You broke the bot apparently: https://lab.llvm.org/buildbot/#/builders/61/builds/24891 ; can you look into this?

You broke the bot apparently: https://lab.llvm.org/buildbot/#/builders/61/builds/24891 ; can you look into this?

Thanks for reverting this. I'll take a look.

bondhugula added a comment.EditedApr 12 2022, 12:15 AM

You broke the bot apparently: https://lab.llvm.org/buildbot/#/builders/61/builds/24891 ; can you look into this?

/vol/worker/mlir-nvidia/mlir-nvidia/llvm.obj/bin/mlir-cpu-runner: symbol lookup error: /vol/worker/mlir-nvidia/mlir-nvidia/llvm.obj/lib/libmlir_cuda_runtime.so: undefined symbol: cuMemAllocAsync

The bot has an old version of CUDA that doesn't support async alloc. We already guarded it with >= 11.2 above, and I double-checked again that a 11.2 or higher version should have had that method. Looking at the logs, the bot has CUDA_VERSION=10.2.89 in its env (not sure what the preprocessor sees). Either the format is different which is tripping the macro check or the build is being compiled with newer headers but is being linked with older libraries. Someone with access to the bot will have to see what CUDA_VERSION is being set to (for the build preprocessor).

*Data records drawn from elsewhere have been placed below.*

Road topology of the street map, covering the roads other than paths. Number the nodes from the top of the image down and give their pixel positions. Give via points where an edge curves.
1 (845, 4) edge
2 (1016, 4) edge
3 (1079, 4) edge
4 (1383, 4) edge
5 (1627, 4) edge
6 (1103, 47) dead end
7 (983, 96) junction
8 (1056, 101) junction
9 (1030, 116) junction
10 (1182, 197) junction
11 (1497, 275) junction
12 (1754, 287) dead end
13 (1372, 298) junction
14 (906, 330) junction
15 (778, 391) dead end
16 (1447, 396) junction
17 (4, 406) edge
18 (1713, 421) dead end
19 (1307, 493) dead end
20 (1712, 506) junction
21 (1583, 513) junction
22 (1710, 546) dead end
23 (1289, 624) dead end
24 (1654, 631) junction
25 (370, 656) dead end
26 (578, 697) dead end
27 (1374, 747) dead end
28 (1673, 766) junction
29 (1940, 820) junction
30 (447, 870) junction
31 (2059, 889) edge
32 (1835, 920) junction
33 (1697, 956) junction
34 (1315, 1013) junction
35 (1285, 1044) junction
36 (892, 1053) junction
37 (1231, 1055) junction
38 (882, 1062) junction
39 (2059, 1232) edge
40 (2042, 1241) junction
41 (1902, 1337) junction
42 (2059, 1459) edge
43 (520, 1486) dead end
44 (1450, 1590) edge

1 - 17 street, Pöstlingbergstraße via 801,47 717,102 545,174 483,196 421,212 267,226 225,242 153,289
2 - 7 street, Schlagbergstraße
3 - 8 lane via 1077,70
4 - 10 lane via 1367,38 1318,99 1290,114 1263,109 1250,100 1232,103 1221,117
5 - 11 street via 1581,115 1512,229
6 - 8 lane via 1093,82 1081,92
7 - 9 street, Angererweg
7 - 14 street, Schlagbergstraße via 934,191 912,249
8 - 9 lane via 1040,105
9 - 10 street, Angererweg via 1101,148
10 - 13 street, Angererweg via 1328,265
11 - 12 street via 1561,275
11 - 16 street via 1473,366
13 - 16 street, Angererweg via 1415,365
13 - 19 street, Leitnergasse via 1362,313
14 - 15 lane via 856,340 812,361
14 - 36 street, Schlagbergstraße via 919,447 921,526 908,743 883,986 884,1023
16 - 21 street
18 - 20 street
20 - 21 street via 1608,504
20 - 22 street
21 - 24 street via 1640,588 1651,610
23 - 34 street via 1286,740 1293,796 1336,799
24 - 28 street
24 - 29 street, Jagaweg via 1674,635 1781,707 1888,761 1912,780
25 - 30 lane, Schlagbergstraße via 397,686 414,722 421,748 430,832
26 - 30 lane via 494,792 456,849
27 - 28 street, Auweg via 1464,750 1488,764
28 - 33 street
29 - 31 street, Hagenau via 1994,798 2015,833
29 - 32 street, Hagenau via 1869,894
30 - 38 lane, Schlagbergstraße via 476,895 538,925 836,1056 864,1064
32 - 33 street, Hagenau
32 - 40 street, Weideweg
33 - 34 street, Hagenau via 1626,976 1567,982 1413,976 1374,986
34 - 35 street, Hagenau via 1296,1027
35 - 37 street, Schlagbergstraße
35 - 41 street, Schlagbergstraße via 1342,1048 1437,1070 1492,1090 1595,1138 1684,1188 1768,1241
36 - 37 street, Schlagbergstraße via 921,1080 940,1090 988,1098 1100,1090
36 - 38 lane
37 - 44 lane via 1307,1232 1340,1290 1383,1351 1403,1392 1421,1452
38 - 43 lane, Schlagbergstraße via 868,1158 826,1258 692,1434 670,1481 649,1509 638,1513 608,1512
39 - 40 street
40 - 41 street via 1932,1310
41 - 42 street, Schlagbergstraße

@herhut of @csigg should be able to help I think?

csigg added a subscriber: kuhnel.Apr 12 2022, 7:28 AM

The CUDA_VERSION comes from the cuda.h header file.

If the builder's CUDA SDK is newer than 11.2, it will link cuMemAllocAsync from stubs/libcuda.so.1, but fail at runtime if the driver is older than 450.80.02.

My theory is that the CUDA_VERSION=10.2.89 from the log refers to the driver.

But this is all speculation. @kuhnel do you have any idea what's going on here?